BluesWax Rating: 2 out of 10
In a magnanimous gesture, Italian blues harmonica man Fabrizio Poggi has donated this album to the Blues Foundation as a fundraiser; it is available through Poggi’s Web site. Poggi’s generosity is laudable, the goal is worthy, and there are several aspects of this CD to be valued. For aspiring harmonica novices particularly, the liner notes are useful in delineating not only the key of each song but also the type of harp being played and the position in which it is played. There are fourteen songs and Poggi’s harmonica stylings are front and center in each, allowing for study and emulation.

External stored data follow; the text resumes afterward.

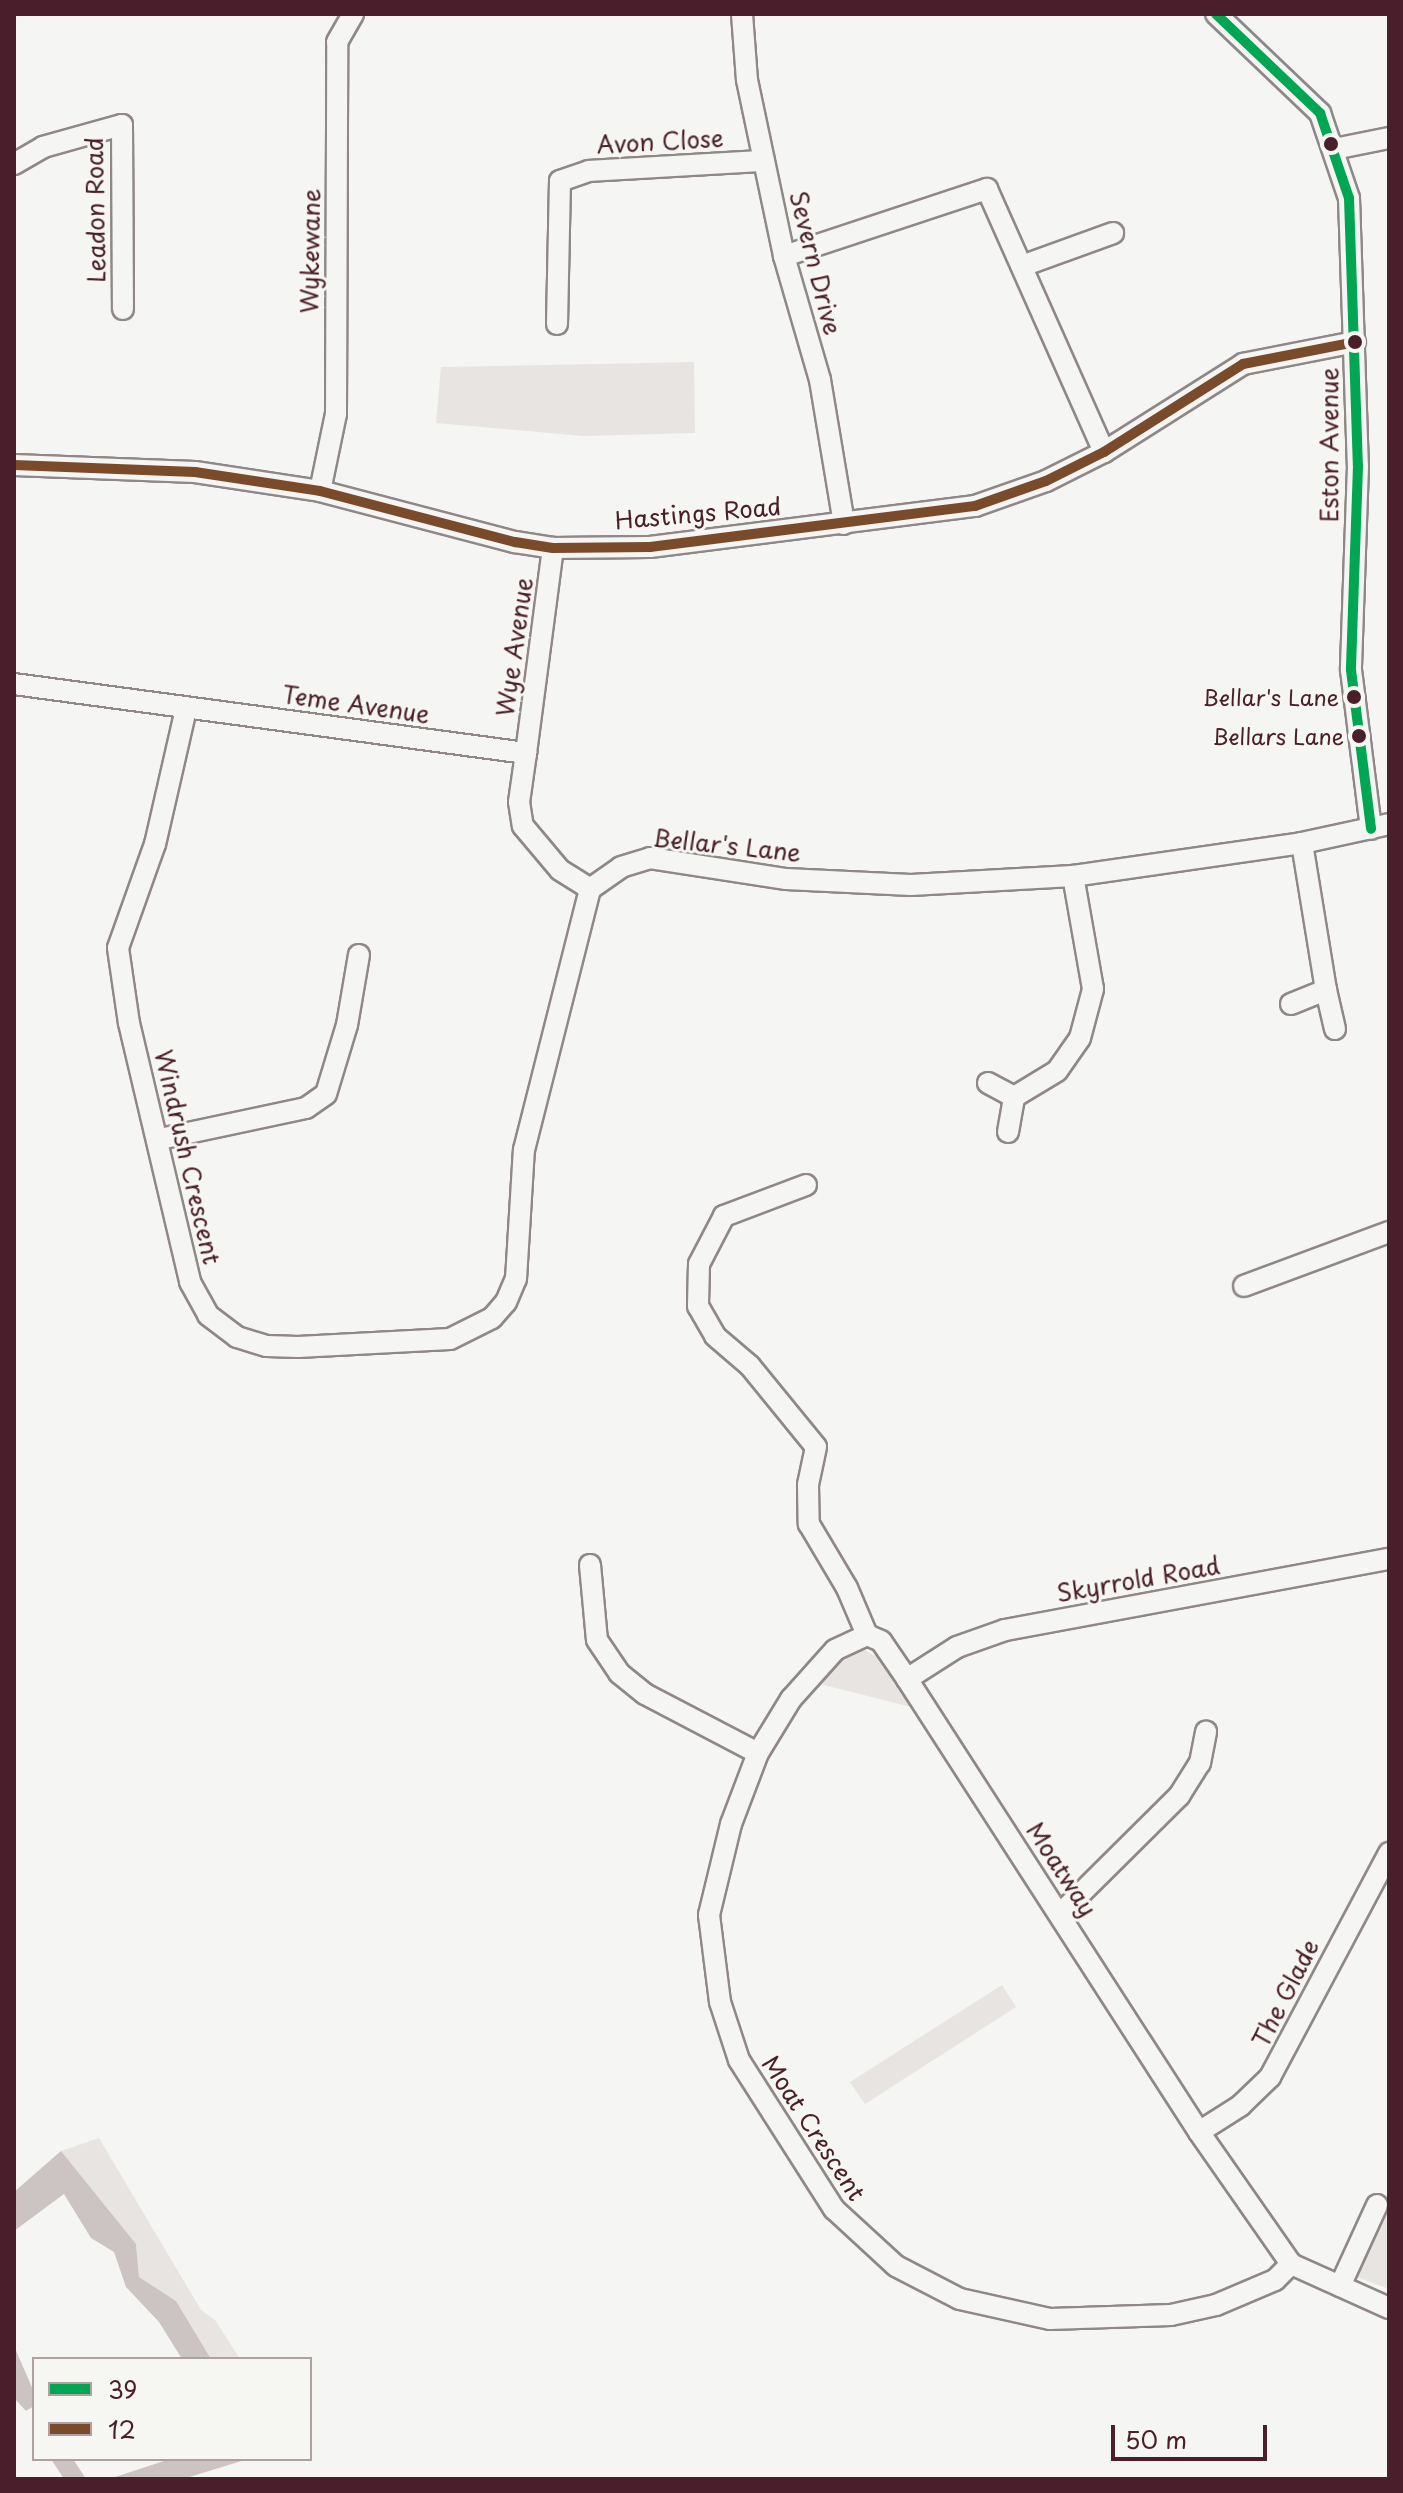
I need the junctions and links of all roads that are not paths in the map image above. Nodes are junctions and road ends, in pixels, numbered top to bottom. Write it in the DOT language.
graph roads {
  1 [pos="353,14"];
  2 [pos="742,14"];
  3 [pos="1216,14"];
  4 [pos="1389,138"];
  5 [pos="1334,149"];
  6 [pos="764,161"];
  7 [pos="14,164"];
  8 [pos="1113,233"];
  9 [pos="784,256"];
  10 [pos="1022,266"];
  11 [pos="123,309"];
  12 [pos="557,324"];
  13 [pos="1355,342"];
  14 [pos="1104,452"];
  15 [pos="14,465"];
  16 [pos="320,491"];
  17 [pos="844,524"];
  18 [pos="553,548"];
  19 [pos="14,684"];
  20 [pos="186,709"];
  21 [pos="526,753"];
  22 [pos="1380,827"];
  23 [pos="1302,843"];
  24 [pos="1073,876"];
  25 [pos="590,889"];
  26 [pos="359,955"];
  27 [pos="1326,990"];
  28 [pos="1291,1004"];
  29 [pos="1335,1029"];
  30 [pos="988,1083"];
  31 [pos="1014,1097"];
  32 [pos="1008,1132"];
  33 [pos="160,1139"];
  34 [pos="806,1185"];
  35 [pos="1389,1232"];
  36 [pos="1244,1286"];
  37 [pos="1389,1559"];
  38 [pos="590,1565"];
  39 [pos="867,1635"];
  40 [pos="907,1679"];
  41 [pos="1206,1732"];
  42 [pos="758,1753"];
  43 [pos="1389,1853"];
  44 [pos="1060,1914"];
  45 [pos="1199,2132"];
  46 [pos="1377,2205"];
  47 [pos="1291,2264"];
  48 [pos="1340,2286"];
  49 [pos="1389,2308"];
  1 -- 16 [label="street, Wykewane"];
  2 -- 6 [label="street, Severn Drive"];
  3 -- 5 [label="street, Eston Avenue"];
  4 -- 5 [label="street"];
  5 -- 13 [label="street, Eston Avenue"];
  6 -- 9 [label="street, Severn Drive"];
  6 -- 12 [label="street, Avon Close"];
  7 -- 11 [label="street, Leadon Road"];
  8 -- 10 [label="street"];
  9 -- 10 [label="street"];
  9 -- 17 [label="street, Severn Drive"];
  10 -- 14 [label="street"];
  13 -- 14 [label="street, Hastings Road"];
  13 -- 22 [label="street, Eston Avenue"];
  14 -- 17 [label="street, Hastings Road"];
  15 -- 16 [label="street, Hastings Road"];
  16 -- 18 [label="street, Hastings Road"];
  17 -- 18 [label="street, Hastings Road"];
  18 -- 21 [label="street, Wye Avenue"];
  19 -- 20 [label="street, Teme Avenue"];
  20 -- 21 [label="street, Teme Avenue"];
  20 -- 33 [label="street, Windrush Crescent"];
  21 -- 25 [label="street"];
  22 -- 23 [label="street, Bellar's Lane"];
  23 -- 24 [label="street, Bellar's Lane"];
  23 -- 27 [label="street"];
  24 -- 25 [label="street, Bellar's Lane"];
  24 -- 31 [label="street"];
  25 -- 33 [label="street, Windrush Crescent"];
  26 -- 33 [label="street"];
  27 -- 28 [label="street"];
  27 -- 29 [label="street"];
  30 -- 31 [label="street"];
  31 -- 32 [label="street"];
  34 -- 39 [label="street, Moatway"];
  35 -- 36 [label="street"];
  37 -- 40 [label="street, Skyrrold Road"];
  38 -- 42 [label="street"];
  39 -- 40 [label="street, Moatway"];
  39 -- 42 [label="street, Moat Crescent"];
  40 -- 44 [label="street, Moatway"];
  41 -- 44 [label="street"];
  42 -- 47 [label="street, Moat Crescent"];
  43 -- 45 [label="street, The Glade"];
  44 -- 45 [label="street, Moatway"];
  45 -- 47 [label="street, Moatway"];
  46 -- 48 [label="street"];
  47 -- 48 [label="street"];
  48 -- 49 [label="street"];
}
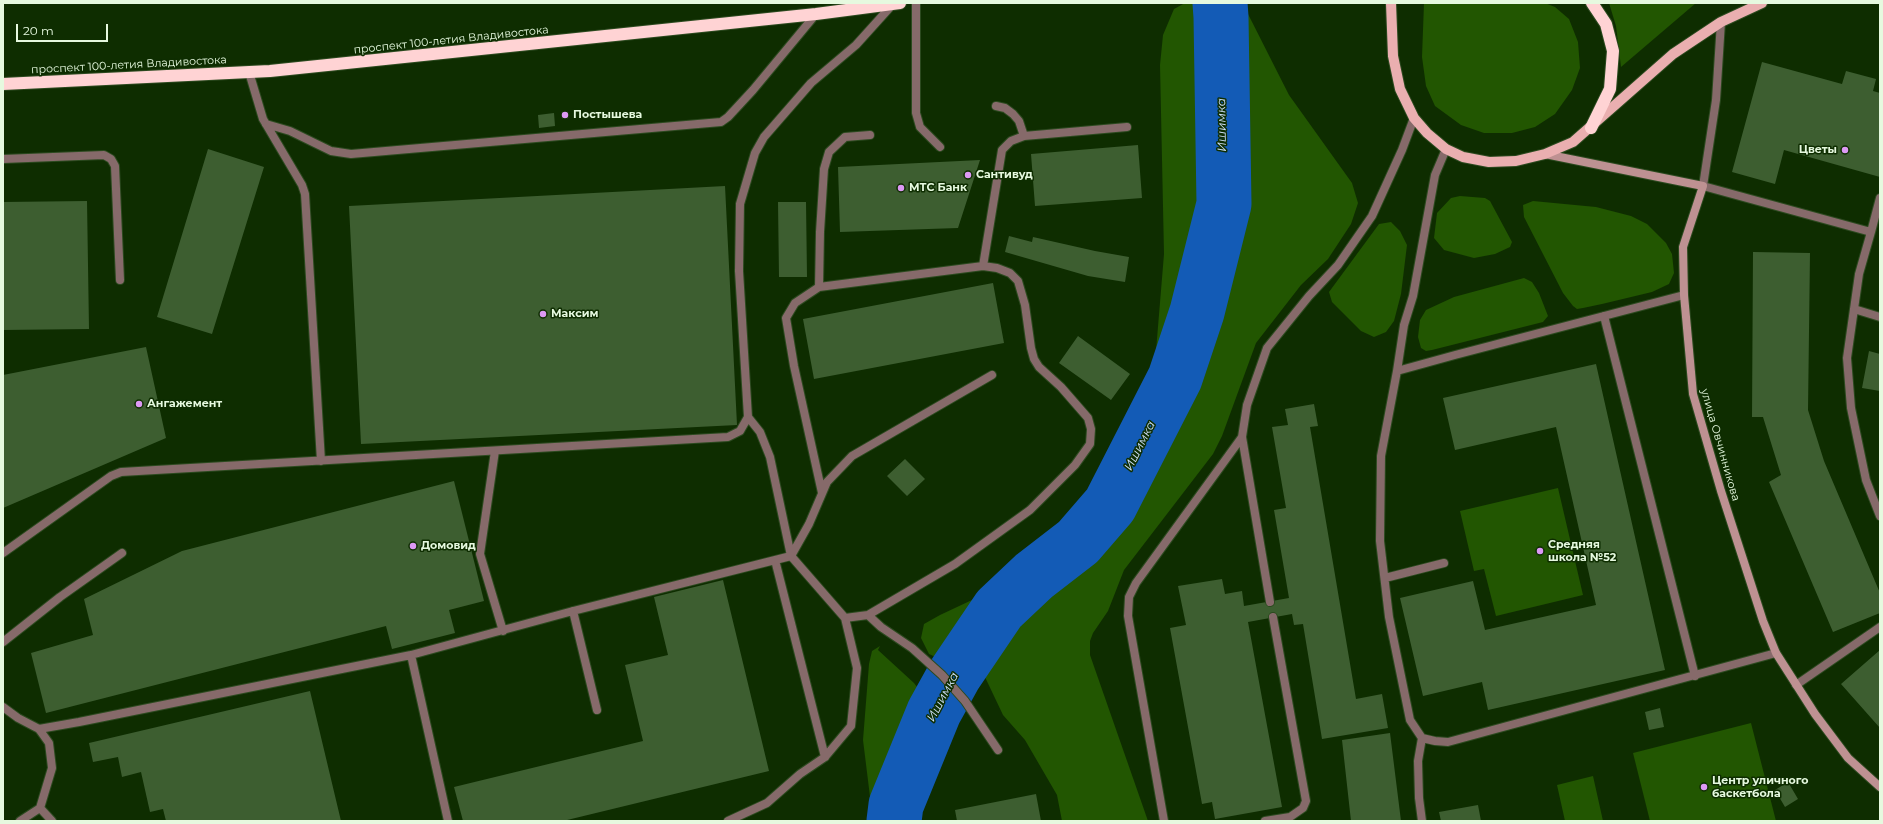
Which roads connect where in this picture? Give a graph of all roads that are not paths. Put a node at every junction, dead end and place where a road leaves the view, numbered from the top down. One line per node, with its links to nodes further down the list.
1 (916, 3): 17 (lane)
2 (1391, 3): 11 (main road)
3 (1592, 3): 14 (highway)
4 (1762, 3): 7 (main road)
5 (896, 4): 6 (highway, проспект 100-летия Владивостока); 33 (lane)
6 (816, 14): 8 (highway, проспект 100-летия Владивостока); 12 (lane)
7 (1721, 22): 14 (main road); 21 (lane, улица Овчинникова)
8 (249, 72): 9 (highway, проспект 100-летия Владивостока); 12 (lane)
9 (3, 84)
10 (996, 106): 16 (lane)
11 (1414, 118): 18 (main road); 34 (lane)
12 (266, 124): 36 (lane)
13 (1127, 127): 16 (lane)
14 (1591, 128): 19 (main road)
15 (870, 135): 26 (lane)
16 (1024, 136): 24 (lane)
17 (940, 147)
18 (1446, 149): 19 (main road); 31 (lane)
19 (1545, 154): 21 (street)
20 (3, 159): 25 (lane)
21 (1703, 186): 23 (lane); 27 (street, улица Овчинникова)
22 (1880, 198): 23 (lane)
23 (1871, 232): 28 (lane)
24 (983, 266): 26 (lane); 47 (lane)
25 (120, 280)
26 (819, 287): 37 (lane)
27 (1684, 295): 29 (lane); 53 (street, улица Овчинникова)
28 (1854, 309): 30 (lane); 38 (lane)
29 (1604, 316): 31 (lane); 55 (lane)
30 (1880, 317)
31 (1397, 371): 44 (lane)
32 (992, 375): 37 (lane)
33 (748, 417): 35 (lane); 41 (lane)
34 (1242, 437): 45 (lane); 69 (lane)
35 (495, 451): 36 (lane); 51 (lane)
36 (321, 461): 39 (lane)
37 (822, 493): 41 (lane)
38 (1880, 516)
39 (3, 553)
40 (122, 553): 52 (lane)
41 (791, 556): 42 (lane); 49 (lane)
42 (775, 560): 46 (lane); 62 (lane)
43 (1444, 563): 44 (lane)
44 (1385, 578): 60 (lane)
45 (1270, 602)
46 (573, 611): 51 (lane); 58 (lane)
47 (868, 615): 49 (lane); 61 (lane)
48 (1273, 617): 70 (lane)
49 (845, 618): 62 (lane)
50 (1880, 627): 56 (lane)
51 (503, 631): 54 (lane)
52 (3, 642)
53 (1776, 653): 55 (lane); 56 (street, улица Овчинникова)
54 (411, 655): 59 (lane); 67 (lane)
55 (1695, 676): 60 (lane)
56 (1796, 685): 63 (street, улица Овчинникова)
57 (3, 707): 59 (lane)
58 (597, 710)
59 (39, 729): 64 (lane)
60 (1422, 738): 71 (lane)
61 (998, 750)
62 (825, 757): 68 (lane)
63 (1880, 787)
64 (40, 808): 65 (lane); 66 (lane)
65 (20, 821)
66 (52, 821)
67 (448, 821)
68 (728, 821)
69 (1164, 821)
70 (1265, 821)
71 (1422, 821)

Now for the caveat. Poggi is a praised harpman who has purveyed many albums over the last two decades with his band, Chicken Mambo, and has played and recorded with many other blues notables. However, this outing is undistinguished. Its theme is great harmonica players of the past, presumably ones who have “inspired and guided” Poggi (according to the blurb on his Web site). Each song is dedicated to one of those harpmen, and named after his town of origin or fame.
However, inspiration and animation are lacking throughout. Every song is mid-tempo, with one up-tempo exception (ironically, the song devoted to Sonny Terry, who would probably have been baffled by the tune dedicated to him!). Despite nods to figures as diverse as Terry, Slim Harpo, and Paul Butterfield, there is virtually no variation or nuance in Poggi’s playing. He incessantly deploys the same formula: multiply repeated riffs, almost ad nauseum, followed by a few arpeggios. “New Orleans, LA,” dedicated to Little Walter, sounds almost identical to “Holly Springs, MS,” dedicated to Peg Leg Sam. Really?
There is scarcely any variation in dynamics. Enrico Polverari on guitar delivers some nice fill, but is given no chance to stretch out. The rhythm section is mundane. In fact, despite the citation that two percussionists were involved, I would swear that a drum machine was deployed.
I hope that this album does well for the Blues Foundation and that Poggi finds his mojo on future outings. Harpway 61, however, is blues elevator music.
Steve Daniels is a contributing writer at BluesWax.